Which Planets are Visible to the Naked Eye?

If you have an elementary aged child, he/she has likely studied the planets of the solar system in class or read books about the planets.  I can't count the number of planet books my 7 year old has brought home from school or the library because the number is too high!  These books do a great job of teaching kids about the 8 Solar System planets:  Mercury, Venus, Earth, Mars, Jupiter, Saturn, Uranus, and Neptune.  Pluto is missing because, unlike when I was a kid, Pluto is no longer an official planet.  More on this in a future post.

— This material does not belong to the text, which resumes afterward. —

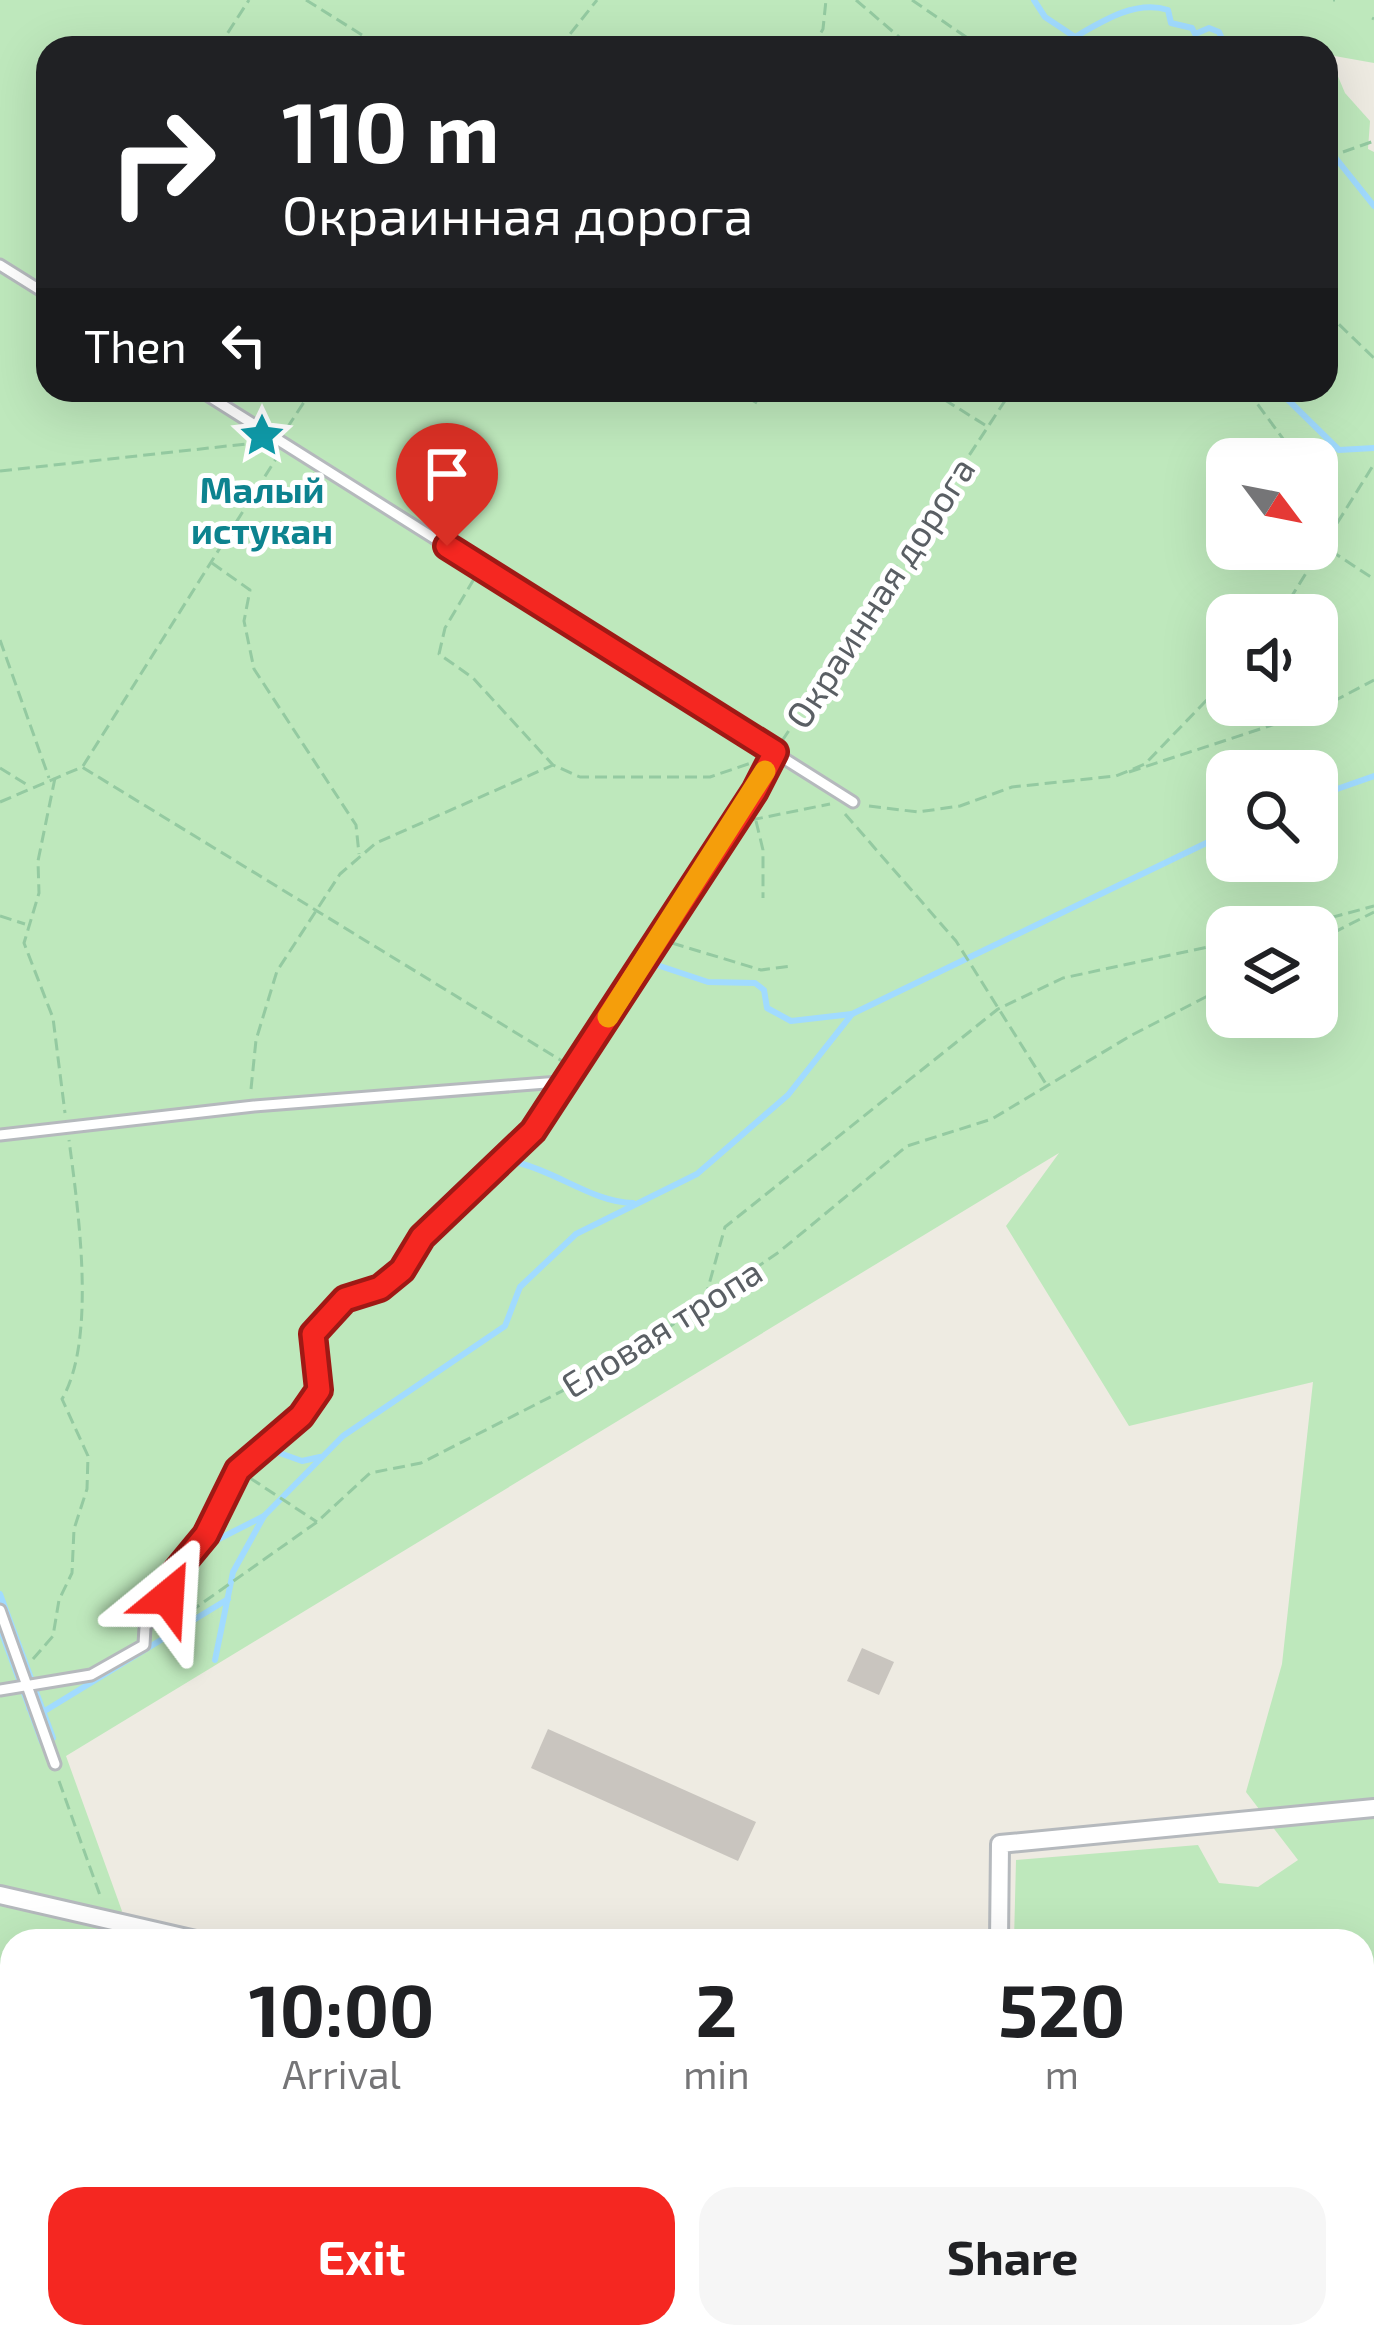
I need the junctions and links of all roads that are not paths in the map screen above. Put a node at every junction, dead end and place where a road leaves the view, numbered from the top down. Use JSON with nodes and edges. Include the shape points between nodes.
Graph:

What's often missing from these books is a discussion on which planets are visible to the naked eye and which are not.  Since several of the planets are visible to the naked eye and are usually brighter than most of the stars in the sky, it's important to know which ones you can see without an observing aid.

The naked eye planets are Mercury, Venus, Mars, Jupiter, and Saturn.  Uranus and Neptune, as well as Pluto and other Pluto-like objects, all require a telescope to see.  Venus is brighter than all of the stars when present in the night sky.  Jupiter and Saturn can both be very bright.  Mars is a bit dimmer, but has a reddish appearance and is easy to find when it's out at night.  Mercury is the tough one.  Since it's a planet inside Earth's orbit and it is the closest planet to the Sun, it is always seen very close to the Sun in the sky.  Since the Sun floods the sky with light, Mercury can't be seen when the Sun is up.  It can only be seen just before the Sun rises, or just after the Sun sets.  Even then, it's very close to the horizon and requires a sky void of trees and buildings.

It's also important to note that planets are not always up at night.  They are just as likely to be up during the day as they are at night, and in the case of Mercury and Venus (inner planets), they are more likely to be up during the day than they are at night.  When up during the day, you can't see them, due to the Sun's much more intense light.